Im vierten Kapitel wird die vierte und letzte Koordinate skizziert: Die sog. »missionarische Entscheidung«. Aus dieser resultiert dem Autor zufolge eine Evangelisationskultur, welche er in theo- und anthropozentrischer Perspektive reflektiert. Das zentrale Zitat, auf das sich der Autor bezieht, stammt aus Evangelii gaudium und lautet: »Ich träume von einer missionarischen Entscheidung, die fähig ist, alles zu verwandeln, damit die Gewohnheiten, die Stile, die Zeitpläne, der Sprachgebrauch und jede kirchliche Struktur ein Kanal werden, der mehr der Evangelisierung der heutigen Welt als der Selbstbewahrung dient.« (EG 27) Auf der Grundlage des Zitats benennt Jast vier »Kanalmodule« (Gewohnheiten, Stile, Zeitpläne, Sprachgebrauch und Struktur), durch die sämtliches kirchliches Handeln zu einem Kanal der Evangelisierung werden soll. Anschließend benennt er Kriterien zur Beurteilung der Ergebnisse der Evangelisierung und betrachtet die »missionarische Entscheidung« nochmals eingehender hinsichtlich der Frage, was sie hindert und fördert.

Die Dissertation zeichnet sich durch eine hohe strukturelle Stringenz aus, da sich der Autor streng auf die Darlegung der vier genannten Koordinaten konzentriert. Zudem berührt das Werk viele Themen, was ihm eine große thematische Breite verleiht. Dies führt jedoch dazu, das zahlreiche Themen nur kursorisch behandelt werden.
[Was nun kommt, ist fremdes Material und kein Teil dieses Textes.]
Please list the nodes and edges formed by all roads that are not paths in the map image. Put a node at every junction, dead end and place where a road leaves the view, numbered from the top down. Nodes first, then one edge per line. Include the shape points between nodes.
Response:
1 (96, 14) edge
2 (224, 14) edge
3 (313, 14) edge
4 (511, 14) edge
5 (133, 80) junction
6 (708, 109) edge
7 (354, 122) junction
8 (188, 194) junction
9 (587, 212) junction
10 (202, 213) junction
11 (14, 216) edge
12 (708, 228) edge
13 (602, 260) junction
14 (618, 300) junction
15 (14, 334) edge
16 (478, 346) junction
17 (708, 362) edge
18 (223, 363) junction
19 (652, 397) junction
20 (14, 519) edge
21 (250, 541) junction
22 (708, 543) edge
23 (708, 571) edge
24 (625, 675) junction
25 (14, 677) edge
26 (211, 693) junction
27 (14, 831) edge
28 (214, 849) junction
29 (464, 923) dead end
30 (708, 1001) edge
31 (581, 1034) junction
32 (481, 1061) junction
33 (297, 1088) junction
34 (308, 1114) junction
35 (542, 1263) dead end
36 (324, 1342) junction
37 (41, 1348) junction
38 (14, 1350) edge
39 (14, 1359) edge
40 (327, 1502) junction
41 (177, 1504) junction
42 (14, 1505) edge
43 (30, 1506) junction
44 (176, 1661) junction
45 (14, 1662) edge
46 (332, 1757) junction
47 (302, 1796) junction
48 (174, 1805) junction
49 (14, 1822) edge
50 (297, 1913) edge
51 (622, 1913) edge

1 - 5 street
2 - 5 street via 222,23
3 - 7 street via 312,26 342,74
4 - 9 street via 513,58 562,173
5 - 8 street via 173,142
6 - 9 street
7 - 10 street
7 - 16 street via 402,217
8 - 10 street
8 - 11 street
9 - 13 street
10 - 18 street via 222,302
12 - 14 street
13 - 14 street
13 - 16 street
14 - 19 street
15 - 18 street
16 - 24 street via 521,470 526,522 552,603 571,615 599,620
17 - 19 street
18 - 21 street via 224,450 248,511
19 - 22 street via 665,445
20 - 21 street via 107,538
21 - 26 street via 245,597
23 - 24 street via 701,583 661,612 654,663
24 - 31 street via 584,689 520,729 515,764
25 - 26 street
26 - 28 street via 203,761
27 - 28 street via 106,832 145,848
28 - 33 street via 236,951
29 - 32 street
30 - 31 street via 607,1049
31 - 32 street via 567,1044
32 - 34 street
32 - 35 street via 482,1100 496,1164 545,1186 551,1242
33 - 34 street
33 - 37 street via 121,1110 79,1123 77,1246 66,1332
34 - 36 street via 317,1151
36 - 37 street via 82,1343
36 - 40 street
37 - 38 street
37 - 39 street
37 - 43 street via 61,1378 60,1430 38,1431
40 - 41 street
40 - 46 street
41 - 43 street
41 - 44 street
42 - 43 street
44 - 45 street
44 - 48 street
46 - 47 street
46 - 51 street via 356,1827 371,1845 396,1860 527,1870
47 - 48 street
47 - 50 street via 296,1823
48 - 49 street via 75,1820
Auffällig ist die Wahl der Literatur: Neben katholischen Werken nimmt der Verfasser auch Beiträge aus dem evangelischen Diskurs auf, bezieht sich hier aber meist auf nichtwissenschaftliche Literatur.

Angesichts des Erscheinens des Buches in der Reihe Theologie im Dialog bleibt ein wenig offen, mit wem der Autor einen Dialog führen möchte, da sich die Referenzen im Wesentlichen auf katholisch-theologische Bezüge beschränken.